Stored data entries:
# # # # # # #

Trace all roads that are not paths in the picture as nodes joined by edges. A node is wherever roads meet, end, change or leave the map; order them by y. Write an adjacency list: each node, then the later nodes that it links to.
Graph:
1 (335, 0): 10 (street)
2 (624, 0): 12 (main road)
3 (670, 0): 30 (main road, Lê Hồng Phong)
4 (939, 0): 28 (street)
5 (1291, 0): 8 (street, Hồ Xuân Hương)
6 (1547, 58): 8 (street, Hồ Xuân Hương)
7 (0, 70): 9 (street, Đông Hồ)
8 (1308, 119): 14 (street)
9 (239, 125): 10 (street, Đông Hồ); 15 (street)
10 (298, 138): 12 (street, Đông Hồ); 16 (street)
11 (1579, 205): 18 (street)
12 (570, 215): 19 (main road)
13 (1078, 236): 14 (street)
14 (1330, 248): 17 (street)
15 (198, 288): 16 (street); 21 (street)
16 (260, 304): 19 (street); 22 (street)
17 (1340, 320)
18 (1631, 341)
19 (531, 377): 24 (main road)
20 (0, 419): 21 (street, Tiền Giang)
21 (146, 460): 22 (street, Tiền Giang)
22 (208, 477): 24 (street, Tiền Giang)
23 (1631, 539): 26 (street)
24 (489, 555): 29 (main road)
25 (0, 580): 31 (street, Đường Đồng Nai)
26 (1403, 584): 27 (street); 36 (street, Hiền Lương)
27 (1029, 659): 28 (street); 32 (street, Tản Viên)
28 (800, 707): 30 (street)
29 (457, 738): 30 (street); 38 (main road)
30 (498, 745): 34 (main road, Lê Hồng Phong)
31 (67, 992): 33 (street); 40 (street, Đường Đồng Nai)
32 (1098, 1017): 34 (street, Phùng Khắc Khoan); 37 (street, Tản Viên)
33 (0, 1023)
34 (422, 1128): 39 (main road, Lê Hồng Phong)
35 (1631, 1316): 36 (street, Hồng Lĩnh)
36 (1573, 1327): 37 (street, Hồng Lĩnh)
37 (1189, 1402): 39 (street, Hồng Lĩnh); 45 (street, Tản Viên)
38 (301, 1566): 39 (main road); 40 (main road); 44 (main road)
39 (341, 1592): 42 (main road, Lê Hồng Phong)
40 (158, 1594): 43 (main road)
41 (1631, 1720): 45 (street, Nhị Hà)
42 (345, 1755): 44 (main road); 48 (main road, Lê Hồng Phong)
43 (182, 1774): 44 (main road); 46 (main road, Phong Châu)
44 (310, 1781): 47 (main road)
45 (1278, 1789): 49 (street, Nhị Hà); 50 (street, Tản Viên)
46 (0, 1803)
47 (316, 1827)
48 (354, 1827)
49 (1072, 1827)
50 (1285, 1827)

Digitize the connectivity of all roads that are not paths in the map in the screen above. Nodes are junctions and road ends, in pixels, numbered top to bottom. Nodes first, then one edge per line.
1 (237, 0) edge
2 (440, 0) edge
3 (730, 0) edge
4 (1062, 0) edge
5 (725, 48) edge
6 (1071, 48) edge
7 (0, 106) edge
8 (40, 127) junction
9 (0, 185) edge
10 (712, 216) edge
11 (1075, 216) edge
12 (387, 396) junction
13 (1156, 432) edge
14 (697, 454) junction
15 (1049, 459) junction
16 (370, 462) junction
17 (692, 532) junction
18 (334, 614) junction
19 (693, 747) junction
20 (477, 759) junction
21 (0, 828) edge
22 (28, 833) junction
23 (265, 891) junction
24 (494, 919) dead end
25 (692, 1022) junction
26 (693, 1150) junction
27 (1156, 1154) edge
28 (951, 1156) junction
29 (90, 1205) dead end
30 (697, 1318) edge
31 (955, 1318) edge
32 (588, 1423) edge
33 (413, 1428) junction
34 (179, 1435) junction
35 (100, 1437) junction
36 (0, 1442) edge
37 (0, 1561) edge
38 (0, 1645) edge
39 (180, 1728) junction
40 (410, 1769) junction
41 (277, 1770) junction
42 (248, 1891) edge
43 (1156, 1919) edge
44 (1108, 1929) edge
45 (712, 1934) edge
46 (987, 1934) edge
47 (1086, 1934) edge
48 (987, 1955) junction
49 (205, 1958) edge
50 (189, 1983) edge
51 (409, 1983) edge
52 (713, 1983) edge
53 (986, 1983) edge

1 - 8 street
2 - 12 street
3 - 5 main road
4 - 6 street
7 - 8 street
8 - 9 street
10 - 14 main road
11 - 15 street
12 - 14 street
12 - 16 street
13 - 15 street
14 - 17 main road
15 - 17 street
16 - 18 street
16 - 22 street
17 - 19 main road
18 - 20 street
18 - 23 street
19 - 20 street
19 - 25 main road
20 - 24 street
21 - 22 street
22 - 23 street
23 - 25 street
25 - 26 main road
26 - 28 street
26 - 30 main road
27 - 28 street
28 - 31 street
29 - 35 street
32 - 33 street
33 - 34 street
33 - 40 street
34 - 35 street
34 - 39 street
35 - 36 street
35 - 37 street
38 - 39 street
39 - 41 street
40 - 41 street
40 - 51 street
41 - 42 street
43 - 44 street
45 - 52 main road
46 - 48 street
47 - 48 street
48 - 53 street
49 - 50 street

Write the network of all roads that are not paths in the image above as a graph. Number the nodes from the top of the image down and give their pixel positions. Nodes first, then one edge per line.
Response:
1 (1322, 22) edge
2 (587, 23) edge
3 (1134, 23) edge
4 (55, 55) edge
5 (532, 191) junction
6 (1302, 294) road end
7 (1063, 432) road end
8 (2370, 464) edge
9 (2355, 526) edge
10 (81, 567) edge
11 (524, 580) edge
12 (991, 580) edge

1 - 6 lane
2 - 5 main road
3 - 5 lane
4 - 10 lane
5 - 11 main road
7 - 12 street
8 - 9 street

# # # # # # #

__Exercise requirements__.
If a line of the data above holds the string "roads", count it, then state only the total.

__Result of this task__.
3